------ SUPPLIED INFORMATION
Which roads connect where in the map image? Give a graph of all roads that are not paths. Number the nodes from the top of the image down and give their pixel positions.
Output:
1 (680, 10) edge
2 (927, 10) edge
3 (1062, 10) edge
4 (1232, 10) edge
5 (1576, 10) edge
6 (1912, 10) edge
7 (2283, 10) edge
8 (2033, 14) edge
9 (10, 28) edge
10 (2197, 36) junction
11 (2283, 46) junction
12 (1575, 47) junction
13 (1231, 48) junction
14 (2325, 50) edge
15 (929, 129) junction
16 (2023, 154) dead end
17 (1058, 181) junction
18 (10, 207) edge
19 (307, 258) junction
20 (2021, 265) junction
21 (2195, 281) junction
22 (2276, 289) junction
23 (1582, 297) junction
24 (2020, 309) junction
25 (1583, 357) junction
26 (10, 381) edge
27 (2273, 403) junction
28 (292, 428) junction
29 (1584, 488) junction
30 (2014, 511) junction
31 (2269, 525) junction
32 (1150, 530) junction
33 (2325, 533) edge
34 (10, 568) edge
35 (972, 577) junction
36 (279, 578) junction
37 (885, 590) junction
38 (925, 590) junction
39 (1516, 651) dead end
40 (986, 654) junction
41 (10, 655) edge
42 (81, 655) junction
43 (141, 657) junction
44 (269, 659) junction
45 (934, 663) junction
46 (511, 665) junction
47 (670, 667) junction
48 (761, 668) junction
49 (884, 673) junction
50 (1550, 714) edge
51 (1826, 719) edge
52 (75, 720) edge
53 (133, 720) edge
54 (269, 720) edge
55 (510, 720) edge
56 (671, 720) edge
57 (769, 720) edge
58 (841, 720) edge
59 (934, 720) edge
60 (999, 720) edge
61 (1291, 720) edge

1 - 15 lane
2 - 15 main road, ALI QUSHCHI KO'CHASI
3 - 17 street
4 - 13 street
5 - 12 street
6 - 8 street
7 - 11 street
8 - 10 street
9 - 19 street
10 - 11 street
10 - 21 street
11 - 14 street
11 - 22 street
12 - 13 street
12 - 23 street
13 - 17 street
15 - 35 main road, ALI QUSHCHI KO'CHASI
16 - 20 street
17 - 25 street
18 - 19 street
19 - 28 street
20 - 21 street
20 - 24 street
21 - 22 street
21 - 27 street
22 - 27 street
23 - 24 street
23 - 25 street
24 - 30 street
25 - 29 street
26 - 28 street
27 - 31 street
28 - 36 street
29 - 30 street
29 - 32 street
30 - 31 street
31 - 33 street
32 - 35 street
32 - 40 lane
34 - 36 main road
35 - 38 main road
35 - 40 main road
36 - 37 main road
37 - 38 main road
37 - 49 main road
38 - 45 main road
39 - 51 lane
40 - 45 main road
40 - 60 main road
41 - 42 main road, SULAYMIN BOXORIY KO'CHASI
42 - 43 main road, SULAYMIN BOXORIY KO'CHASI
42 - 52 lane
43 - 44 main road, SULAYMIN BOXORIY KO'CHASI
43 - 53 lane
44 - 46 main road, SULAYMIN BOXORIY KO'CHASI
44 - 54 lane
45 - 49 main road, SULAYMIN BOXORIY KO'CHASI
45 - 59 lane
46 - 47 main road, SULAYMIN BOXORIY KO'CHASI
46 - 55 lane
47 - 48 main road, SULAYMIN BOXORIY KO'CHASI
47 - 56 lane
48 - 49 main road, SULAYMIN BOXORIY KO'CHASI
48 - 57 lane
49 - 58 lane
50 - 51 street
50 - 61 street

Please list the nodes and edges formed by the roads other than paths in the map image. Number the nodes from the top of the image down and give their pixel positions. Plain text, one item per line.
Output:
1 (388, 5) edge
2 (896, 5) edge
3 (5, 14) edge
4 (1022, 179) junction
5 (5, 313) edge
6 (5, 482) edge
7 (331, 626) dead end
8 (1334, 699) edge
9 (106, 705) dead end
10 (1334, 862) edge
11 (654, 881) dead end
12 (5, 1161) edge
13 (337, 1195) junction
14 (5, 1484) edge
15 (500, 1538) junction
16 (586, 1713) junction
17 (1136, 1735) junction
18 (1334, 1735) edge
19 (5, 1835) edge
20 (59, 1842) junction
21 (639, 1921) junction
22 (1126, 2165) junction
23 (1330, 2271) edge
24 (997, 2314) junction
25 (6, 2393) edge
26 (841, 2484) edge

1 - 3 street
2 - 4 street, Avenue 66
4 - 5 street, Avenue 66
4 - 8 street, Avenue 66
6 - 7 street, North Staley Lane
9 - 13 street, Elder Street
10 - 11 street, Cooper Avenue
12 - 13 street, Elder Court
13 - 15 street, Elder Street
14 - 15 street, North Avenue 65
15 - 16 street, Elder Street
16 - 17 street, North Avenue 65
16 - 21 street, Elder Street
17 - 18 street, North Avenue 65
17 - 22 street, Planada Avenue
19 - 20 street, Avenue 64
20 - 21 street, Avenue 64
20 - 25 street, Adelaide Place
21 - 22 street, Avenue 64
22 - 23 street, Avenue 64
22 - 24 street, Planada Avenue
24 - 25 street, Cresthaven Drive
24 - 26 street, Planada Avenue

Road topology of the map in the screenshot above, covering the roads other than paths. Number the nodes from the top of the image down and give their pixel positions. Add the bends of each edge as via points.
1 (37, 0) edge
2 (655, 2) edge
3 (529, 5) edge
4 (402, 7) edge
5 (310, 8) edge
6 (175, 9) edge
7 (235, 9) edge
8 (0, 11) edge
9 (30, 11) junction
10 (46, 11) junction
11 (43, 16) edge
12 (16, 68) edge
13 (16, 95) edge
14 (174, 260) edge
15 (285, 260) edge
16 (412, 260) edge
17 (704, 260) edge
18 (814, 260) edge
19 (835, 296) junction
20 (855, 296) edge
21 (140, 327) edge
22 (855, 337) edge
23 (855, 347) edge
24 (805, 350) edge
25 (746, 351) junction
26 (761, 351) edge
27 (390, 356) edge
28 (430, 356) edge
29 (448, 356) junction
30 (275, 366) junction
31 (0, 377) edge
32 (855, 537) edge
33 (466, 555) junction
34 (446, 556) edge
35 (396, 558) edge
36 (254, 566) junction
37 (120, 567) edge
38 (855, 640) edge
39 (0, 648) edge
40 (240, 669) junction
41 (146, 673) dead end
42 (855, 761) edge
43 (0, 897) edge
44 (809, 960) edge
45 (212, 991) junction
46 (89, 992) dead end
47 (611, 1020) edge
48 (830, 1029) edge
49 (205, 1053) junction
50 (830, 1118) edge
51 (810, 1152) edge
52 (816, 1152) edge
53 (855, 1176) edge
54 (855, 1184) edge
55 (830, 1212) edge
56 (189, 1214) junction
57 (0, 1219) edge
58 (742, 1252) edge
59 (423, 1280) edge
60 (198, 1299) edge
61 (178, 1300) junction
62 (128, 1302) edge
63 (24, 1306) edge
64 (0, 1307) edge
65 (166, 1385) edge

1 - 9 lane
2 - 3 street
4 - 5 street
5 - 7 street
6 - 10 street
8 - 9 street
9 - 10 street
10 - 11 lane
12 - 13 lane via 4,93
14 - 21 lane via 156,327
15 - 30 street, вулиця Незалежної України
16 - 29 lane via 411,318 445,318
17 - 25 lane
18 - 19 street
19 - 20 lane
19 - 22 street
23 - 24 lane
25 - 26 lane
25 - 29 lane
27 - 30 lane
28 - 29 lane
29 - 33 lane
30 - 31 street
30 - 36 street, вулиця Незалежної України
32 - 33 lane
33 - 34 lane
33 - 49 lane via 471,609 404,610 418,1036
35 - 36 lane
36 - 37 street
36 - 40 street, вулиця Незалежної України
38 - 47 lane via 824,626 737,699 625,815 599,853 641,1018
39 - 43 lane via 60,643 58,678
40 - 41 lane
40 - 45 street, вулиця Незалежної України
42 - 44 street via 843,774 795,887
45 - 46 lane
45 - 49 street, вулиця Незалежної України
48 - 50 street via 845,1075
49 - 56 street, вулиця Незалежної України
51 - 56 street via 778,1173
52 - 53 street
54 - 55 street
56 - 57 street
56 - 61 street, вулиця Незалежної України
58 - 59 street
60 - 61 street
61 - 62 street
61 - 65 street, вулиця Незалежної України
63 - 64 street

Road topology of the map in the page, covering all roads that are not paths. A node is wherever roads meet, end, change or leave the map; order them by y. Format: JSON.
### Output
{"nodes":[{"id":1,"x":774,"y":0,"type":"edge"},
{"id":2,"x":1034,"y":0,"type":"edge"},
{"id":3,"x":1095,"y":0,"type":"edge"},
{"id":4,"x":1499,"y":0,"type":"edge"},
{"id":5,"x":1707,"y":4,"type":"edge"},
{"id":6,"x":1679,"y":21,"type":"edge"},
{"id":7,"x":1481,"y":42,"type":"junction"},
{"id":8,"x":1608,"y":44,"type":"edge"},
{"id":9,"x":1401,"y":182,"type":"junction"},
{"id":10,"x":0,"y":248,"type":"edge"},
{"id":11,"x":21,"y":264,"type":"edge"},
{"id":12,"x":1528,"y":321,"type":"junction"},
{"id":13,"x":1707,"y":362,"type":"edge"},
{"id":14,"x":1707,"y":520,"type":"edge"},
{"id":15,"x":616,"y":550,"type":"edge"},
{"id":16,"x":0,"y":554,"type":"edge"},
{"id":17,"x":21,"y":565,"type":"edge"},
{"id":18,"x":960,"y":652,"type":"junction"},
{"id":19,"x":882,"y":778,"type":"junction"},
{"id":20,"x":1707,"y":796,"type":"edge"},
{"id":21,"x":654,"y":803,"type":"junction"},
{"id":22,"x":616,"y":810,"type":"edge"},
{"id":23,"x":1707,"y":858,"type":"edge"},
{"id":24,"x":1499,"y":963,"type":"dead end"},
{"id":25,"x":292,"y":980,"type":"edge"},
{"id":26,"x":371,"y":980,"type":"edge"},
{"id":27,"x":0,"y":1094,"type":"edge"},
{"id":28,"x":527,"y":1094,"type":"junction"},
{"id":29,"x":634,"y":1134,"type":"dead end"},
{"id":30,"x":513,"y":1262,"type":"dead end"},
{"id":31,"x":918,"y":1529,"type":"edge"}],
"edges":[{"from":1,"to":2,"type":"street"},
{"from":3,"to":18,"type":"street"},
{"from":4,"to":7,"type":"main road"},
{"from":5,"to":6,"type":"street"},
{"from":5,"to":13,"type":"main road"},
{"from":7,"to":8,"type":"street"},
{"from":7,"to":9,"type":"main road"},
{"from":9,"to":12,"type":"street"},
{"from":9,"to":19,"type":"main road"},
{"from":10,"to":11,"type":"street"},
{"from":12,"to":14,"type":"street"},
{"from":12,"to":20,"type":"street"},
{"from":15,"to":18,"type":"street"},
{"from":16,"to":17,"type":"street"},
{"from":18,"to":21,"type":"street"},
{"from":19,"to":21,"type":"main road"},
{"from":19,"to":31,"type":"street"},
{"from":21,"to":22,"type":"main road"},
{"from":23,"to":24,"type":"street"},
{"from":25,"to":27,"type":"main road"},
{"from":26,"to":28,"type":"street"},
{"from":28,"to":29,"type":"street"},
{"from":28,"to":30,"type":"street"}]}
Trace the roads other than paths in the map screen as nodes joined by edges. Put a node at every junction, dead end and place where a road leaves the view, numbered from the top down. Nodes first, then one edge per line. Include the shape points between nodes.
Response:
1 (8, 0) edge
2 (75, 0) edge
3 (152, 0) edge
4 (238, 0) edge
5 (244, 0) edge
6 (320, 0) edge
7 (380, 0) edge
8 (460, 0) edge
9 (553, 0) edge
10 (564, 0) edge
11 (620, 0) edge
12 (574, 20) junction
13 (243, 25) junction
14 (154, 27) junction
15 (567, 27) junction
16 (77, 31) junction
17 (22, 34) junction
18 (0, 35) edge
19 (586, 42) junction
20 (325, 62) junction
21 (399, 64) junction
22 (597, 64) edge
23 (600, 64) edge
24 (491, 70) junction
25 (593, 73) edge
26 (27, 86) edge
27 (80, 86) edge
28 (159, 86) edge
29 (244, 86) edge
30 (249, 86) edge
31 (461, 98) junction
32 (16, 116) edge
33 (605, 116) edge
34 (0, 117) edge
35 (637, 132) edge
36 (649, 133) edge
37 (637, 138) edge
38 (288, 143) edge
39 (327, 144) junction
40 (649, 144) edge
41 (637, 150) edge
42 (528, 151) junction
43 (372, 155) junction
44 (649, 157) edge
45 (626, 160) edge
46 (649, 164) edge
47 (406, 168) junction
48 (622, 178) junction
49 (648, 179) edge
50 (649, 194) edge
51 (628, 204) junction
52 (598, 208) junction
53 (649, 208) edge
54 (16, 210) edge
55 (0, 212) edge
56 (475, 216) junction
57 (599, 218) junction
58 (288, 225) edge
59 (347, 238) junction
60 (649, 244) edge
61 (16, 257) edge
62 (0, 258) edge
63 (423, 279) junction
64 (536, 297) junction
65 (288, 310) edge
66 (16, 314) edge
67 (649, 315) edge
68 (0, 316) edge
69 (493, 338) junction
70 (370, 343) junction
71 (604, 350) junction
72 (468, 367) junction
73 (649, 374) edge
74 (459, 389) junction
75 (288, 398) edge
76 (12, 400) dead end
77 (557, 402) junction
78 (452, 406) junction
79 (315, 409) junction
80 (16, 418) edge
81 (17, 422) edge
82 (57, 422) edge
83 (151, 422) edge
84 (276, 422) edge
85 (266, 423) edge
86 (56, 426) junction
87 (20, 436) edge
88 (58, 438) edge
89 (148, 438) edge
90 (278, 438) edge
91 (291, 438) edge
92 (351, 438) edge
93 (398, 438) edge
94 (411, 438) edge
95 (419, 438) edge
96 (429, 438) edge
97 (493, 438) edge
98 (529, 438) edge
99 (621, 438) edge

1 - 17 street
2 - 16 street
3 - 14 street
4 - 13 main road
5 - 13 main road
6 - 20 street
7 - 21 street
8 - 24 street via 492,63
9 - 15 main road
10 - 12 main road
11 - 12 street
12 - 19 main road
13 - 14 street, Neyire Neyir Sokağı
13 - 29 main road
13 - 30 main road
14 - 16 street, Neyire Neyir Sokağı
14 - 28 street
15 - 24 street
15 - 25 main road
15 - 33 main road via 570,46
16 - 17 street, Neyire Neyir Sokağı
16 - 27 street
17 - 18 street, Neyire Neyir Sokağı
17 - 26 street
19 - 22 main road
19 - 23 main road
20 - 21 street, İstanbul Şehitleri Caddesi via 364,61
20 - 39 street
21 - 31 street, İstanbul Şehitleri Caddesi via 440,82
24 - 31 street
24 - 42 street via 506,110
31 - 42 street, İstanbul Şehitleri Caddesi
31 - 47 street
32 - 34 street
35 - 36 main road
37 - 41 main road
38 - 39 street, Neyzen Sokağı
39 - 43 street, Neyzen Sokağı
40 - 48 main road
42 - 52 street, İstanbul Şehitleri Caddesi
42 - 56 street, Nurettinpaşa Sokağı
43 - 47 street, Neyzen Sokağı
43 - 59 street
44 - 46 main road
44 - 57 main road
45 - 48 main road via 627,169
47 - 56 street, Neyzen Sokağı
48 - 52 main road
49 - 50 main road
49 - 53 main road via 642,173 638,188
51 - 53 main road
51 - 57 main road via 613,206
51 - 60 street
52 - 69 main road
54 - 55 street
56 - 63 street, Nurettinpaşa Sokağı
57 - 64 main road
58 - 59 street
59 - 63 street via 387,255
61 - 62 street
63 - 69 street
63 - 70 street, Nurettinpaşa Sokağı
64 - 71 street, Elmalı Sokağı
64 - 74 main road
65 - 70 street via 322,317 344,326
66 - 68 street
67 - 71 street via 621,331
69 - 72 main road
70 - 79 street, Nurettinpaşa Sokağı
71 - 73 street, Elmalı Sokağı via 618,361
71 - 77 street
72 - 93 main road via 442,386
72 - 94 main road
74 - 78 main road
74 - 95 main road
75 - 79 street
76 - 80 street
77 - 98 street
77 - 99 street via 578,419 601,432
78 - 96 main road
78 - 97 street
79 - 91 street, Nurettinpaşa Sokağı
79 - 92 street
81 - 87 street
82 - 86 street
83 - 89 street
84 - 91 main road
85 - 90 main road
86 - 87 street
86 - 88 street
------------
▸ **ASSIGNMENT**: When a line in the listing has the string "points" in it, return that line.

▸ **RESPONSE TO THIS TASK**:
Road topology of the map in the screenshot above, covering the roads other than paths. Number the nodes from the top of the image down and give their pixel positions. Add the bends of each edge as via points.
Trace the roads other than paths in the map screen as nodes joined by edges. Put a node at every junction, dead end and place where a road leaves the view, numbered from the top down. Nodes first, then one edge per line. Include the shape points between nodes.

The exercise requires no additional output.